Coach Lantz Lowery: Appreciate it. Thank you a lot. Yeah, after the team that won it in 2021 and 2022, you’ve turned over all your kids. The 2021 team was really good. And then it was the same, really the same kids came back for 2022. So that group last year was really just kept them from getting fat, kept them on diet, get them to show what you know, they were just you knew you had something special, right? And then you turn all those kids over.  

So this year, was a whole lot of young men that have never been counted on. These kids that were seniors and scored all of our points, the juniors have scored all of our points or the bulk of our points this year, last year, had no pressure. They were there. They were at the state finals. And that was one of the best things we have is we get half of our team back every year that are at the state championship. When this year started, you’re like, where are we going to get points? Where are we going to be able to win, I just graduated all the state champions, I’ve graduated everybody.
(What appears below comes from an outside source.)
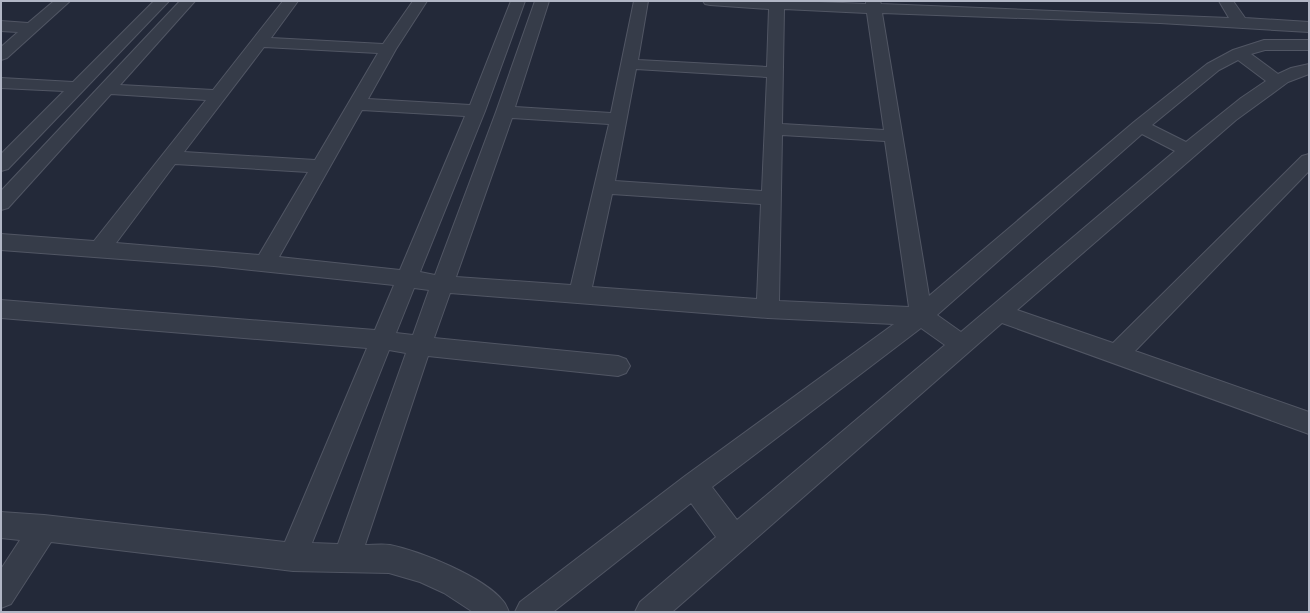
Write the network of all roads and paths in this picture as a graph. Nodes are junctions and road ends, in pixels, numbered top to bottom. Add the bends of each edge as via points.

But when you’ve got 100 kids to start with and 100 kids to choose from, the best competition that they face all year is when they work out together every day. So, in several of our weight classes, we scored points at the state finals, multiple kids and given weight classes. When you can do that, you’re stealing points from other schools…we can place more than one kid scoring points. That’s the biggest benefit we have. 

Q: But a lot of these guys play football as well.  
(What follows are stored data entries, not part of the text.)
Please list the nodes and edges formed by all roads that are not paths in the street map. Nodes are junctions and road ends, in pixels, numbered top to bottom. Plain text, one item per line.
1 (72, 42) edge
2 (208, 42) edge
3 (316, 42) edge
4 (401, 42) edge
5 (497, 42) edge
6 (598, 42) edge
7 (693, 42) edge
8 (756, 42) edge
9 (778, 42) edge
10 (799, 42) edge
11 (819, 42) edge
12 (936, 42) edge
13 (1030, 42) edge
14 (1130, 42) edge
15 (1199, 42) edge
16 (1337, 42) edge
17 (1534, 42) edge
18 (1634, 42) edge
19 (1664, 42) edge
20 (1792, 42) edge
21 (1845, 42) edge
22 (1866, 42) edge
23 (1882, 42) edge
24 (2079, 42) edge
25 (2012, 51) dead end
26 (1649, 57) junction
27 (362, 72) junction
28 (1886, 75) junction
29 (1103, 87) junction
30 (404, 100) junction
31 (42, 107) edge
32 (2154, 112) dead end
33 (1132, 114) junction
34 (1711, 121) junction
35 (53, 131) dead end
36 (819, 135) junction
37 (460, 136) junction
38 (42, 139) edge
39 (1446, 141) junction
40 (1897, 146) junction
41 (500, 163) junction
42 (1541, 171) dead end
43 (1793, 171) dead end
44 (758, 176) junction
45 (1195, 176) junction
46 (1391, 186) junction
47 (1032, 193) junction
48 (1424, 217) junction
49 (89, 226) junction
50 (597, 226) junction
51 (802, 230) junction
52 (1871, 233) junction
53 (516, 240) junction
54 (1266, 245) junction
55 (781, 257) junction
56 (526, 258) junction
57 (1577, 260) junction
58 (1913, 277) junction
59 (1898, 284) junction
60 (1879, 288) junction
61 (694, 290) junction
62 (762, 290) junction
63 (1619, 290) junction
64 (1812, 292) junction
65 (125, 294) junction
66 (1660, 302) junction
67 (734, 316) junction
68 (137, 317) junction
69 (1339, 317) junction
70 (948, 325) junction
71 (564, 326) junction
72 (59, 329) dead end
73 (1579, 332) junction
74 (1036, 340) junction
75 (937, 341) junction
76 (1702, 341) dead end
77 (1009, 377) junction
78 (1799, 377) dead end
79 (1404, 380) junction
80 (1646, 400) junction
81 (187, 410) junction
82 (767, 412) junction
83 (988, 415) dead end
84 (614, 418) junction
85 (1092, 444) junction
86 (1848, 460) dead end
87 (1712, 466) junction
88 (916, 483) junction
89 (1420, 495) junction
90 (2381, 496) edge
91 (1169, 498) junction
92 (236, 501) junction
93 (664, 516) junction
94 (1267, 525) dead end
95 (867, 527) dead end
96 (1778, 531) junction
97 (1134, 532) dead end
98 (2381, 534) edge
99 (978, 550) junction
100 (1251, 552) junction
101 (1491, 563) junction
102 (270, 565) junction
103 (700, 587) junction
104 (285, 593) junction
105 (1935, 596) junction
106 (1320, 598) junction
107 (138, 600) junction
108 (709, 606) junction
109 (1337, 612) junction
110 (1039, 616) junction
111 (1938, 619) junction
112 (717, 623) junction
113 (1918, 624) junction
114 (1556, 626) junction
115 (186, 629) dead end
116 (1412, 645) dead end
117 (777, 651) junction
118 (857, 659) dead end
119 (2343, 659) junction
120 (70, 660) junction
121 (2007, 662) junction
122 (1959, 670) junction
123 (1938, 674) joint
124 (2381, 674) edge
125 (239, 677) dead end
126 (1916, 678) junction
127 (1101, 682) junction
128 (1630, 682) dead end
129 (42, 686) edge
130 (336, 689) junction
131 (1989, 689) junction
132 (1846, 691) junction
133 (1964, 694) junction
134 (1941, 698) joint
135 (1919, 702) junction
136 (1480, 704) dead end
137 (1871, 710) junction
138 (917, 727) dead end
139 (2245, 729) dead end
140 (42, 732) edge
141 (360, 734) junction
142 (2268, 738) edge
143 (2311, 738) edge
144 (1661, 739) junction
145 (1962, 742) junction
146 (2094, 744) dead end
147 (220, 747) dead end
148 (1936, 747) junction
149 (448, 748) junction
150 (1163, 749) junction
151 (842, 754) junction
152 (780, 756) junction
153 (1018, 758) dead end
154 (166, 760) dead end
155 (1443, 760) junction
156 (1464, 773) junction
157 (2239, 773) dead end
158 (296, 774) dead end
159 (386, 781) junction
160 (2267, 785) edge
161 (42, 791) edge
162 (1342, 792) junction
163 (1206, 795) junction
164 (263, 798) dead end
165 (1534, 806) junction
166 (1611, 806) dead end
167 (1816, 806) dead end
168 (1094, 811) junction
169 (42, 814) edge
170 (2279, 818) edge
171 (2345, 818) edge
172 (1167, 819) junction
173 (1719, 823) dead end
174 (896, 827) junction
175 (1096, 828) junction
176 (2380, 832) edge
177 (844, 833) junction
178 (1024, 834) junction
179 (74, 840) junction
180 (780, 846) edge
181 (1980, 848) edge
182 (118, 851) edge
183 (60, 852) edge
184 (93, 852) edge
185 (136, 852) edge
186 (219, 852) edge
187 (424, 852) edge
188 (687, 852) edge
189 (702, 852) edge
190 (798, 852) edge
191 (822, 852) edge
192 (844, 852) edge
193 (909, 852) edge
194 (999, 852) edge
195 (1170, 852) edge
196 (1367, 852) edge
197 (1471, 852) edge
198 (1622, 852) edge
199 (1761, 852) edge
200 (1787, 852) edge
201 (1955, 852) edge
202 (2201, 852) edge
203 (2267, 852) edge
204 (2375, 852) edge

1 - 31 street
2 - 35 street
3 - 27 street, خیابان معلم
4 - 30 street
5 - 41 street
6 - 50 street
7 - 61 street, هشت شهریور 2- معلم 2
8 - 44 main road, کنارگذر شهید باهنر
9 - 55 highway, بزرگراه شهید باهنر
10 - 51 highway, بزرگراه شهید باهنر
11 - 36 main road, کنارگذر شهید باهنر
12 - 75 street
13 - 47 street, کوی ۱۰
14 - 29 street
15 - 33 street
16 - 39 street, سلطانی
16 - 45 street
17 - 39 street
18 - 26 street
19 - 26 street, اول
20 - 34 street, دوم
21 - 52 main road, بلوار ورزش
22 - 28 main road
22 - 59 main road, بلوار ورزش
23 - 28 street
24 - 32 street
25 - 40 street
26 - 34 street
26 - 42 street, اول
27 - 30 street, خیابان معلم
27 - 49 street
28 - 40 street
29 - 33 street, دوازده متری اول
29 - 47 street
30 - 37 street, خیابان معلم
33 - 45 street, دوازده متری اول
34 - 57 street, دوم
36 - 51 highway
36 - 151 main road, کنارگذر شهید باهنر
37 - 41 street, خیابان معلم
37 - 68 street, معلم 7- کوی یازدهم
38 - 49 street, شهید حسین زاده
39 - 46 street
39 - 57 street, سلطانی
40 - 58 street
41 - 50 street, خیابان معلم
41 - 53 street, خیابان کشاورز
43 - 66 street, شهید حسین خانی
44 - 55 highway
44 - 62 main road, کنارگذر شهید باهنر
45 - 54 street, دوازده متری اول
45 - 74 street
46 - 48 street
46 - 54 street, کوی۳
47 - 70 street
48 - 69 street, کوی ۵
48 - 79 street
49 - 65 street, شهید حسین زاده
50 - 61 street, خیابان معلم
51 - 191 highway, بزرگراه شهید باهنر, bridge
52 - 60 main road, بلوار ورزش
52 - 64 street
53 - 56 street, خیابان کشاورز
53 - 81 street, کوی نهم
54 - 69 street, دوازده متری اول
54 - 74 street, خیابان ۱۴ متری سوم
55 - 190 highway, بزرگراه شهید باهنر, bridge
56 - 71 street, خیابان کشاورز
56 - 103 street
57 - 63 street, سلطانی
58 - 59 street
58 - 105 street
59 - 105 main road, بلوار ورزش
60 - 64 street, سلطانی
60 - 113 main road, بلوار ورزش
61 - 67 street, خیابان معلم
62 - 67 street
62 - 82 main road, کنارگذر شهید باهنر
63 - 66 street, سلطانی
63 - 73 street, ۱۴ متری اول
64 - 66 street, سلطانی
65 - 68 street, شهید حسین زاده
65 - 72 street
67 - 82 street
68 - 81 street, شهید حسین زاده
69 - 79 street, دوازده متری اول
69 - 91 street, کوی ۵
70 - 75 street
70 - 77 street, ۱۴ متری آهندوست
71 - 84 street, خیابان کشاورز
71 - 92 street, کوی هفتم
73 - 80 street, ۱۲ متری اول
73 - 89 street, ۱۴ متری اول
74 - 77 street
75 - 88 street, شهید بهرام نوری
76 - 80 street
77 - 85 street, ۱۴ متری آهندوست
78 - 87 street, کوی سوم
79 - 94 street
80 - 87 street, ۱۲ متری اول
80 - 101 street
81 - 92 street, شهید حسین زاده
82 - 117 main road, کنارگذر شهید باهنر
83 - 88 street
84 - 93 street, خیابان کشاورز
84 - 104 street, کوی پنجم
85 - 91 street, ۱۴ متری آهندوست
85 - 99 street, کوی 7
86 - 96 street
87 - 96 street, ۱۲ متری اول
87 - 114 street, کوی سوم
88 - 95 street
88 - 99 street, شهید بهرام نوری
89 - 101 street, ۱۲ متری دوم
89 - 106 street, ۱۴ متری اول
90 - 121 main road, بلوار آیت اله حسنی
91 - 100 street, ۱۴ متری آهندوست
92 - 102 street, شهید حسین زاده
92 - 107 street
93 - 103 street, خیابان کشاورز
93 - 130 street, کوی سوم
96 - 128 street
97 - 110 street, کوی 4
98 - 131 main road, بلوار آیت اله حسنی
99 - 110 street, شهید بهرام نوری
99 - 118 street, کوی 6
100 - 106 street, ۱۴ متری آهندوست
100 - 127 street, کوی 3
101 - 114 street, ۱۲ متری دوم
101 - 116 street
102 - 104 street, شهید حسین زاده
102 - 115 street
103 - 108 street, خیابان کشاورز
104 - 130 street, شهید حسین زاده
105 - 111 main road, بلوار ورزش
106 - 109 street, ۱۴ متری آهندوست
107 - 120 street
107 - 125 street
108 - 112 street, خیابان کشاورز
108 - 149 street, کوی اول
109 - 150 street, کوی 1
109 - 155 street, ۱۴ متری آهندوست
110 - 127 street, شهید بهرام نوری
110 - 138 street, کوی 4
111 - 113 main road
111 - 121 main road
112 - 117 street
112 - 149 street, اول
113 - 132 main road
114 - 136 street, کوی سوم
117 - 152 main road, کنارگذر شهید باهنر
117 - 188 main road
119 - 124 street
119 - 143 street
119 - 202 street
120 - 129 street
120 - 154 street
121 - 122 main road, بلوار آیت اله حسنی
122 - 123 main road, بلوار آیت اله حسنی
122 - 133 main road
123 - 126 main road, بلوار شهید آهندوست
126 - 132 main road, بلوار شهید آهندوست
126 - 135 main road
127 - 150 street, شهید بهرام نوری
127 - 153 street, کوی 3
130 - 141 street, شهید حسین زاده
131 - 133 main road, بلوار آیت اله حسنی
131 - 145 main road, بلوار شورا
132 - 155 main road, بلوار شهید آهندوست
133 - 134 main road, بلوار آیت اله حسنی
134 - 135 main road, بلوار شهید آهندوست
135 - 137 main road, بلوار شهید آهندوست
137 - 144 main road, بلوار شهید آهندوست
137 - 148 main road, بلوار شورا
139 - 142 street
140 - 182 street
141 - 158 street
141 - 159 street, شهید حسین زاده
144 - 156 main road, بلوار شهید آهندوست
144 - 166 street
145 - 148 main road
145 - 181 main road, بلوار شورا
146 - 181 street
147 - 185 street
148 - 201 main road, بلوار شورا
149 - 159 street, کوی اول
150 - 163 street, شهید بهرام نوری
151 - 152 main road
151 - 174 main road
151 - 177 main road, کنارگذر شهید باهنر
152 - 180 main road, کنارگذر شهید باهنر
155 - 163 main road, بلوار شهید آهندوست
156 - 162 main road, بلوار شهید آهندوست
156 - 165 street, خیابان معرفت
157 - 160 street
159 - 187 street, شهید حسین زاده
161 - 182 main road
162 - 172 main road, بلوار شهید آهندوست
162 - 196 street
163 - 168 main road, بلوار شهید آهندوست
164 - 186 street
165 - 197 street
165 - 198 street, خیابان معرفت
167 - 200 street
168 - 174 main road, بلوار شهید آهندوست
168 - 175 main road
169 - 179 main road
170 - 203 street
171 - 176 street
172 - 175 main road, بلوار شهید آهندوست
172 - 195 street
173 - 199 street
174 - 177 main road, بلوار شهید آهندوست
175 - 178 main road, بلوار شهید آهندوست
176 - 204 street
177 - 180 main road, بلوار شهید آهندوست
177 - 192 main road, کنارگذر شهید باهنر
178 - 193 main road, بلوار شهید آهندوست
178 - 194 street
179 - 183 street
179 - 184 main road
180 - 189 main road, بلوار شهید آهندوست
Lowery: Most of them are; a couple of my real small 119 pounders aren’t. But most of them are football players. I have a football weightlifting class, so we lift weights every day there and then we go and workout after school now.  

Q: Steve Reynolds, known in this area, coached at Bradford. Tell us a little bit about Steve and the interactions that you’ve had so far with him. 
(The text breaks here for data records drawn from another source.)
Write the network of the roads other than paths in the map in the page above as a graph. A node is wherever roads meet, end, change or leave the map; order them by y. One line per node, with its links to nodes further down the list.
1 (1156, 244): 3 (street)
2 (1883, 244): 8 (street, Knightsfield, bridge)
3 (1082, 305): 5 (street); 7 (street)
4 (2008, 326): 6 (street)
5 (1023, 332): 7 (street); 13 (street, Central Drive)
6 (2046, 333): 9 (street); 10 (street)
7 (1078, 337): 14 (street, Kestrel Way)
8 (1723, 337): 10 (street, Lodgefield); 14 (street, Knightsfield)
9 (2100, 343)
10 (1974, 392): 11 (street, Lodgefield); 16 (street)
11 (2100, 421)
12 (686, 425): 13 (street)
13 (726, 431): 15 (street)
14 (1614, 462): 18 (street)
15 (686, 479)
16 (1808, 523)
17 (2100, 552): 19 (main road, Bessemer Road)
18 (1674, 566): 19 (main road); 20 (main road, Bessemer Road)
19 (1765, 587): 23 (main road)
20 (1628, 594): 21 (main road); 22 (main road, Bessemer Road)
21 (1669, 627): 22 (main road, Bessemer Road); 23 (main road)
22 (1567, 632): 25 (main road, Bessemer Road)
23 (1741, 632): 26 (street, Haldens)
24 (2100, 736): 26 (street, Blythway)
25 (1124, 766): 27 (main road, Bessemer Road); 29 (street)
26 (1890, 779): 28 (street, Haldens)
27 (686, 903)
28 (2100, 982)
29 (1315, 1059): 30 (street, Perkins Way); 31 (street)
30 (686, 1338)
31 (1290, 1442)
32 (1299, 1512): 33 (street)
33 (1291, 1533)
Lowery: He helped me an awful lot with weightlifting the last couple years, and he became our new head football coach this past December when Coach Dickinson resigned after 24 years. He was there forever. Steve brings a lot of energy. He’s well known in the area. He has some really interesting, good football ideas. And he’s it. I think the world of Coach Dickinson as a good person, but sometimes it’s just a breath of fresh air that energizes. He brings good energy. 

Q: Coach said you moved up this year. So how difficult is that to just you know, go up a weight class is it is it a lot of I mean, you got a muscle you got to put on more are you putting on weight?  

Brian “Bo” Overton: I mean in high school naturally you’re growing so it wasn’t too hard for me to move up a class because from the football season. I’d already gained that weight. I put it on and I just fine tuned my muscles and my muscular strength through that weightlifting season. 

Q: Are there that many colleges that offer weightlifting? 

Larry “Trey” Jefferies: Not as much as I wish there were. But I’m starting to realize that they’re starting to grow a lot more, which is awesome for people like me that want to go to college for weightlifting. Coach said ultimately, it’s the USA trying to get Olympic competition. You know, they want to be better in the Olympics. And I think it’s a good feeder system for it.  

Q: Have you always envisioned that this was a direction you might go? Or, at what point did you think, okay, I might want to go to college for weightlifting? 

Jefferies: Probably around last year, whenever I almost got to state. I was just like, this honestly might be the sport that I want to go to college for.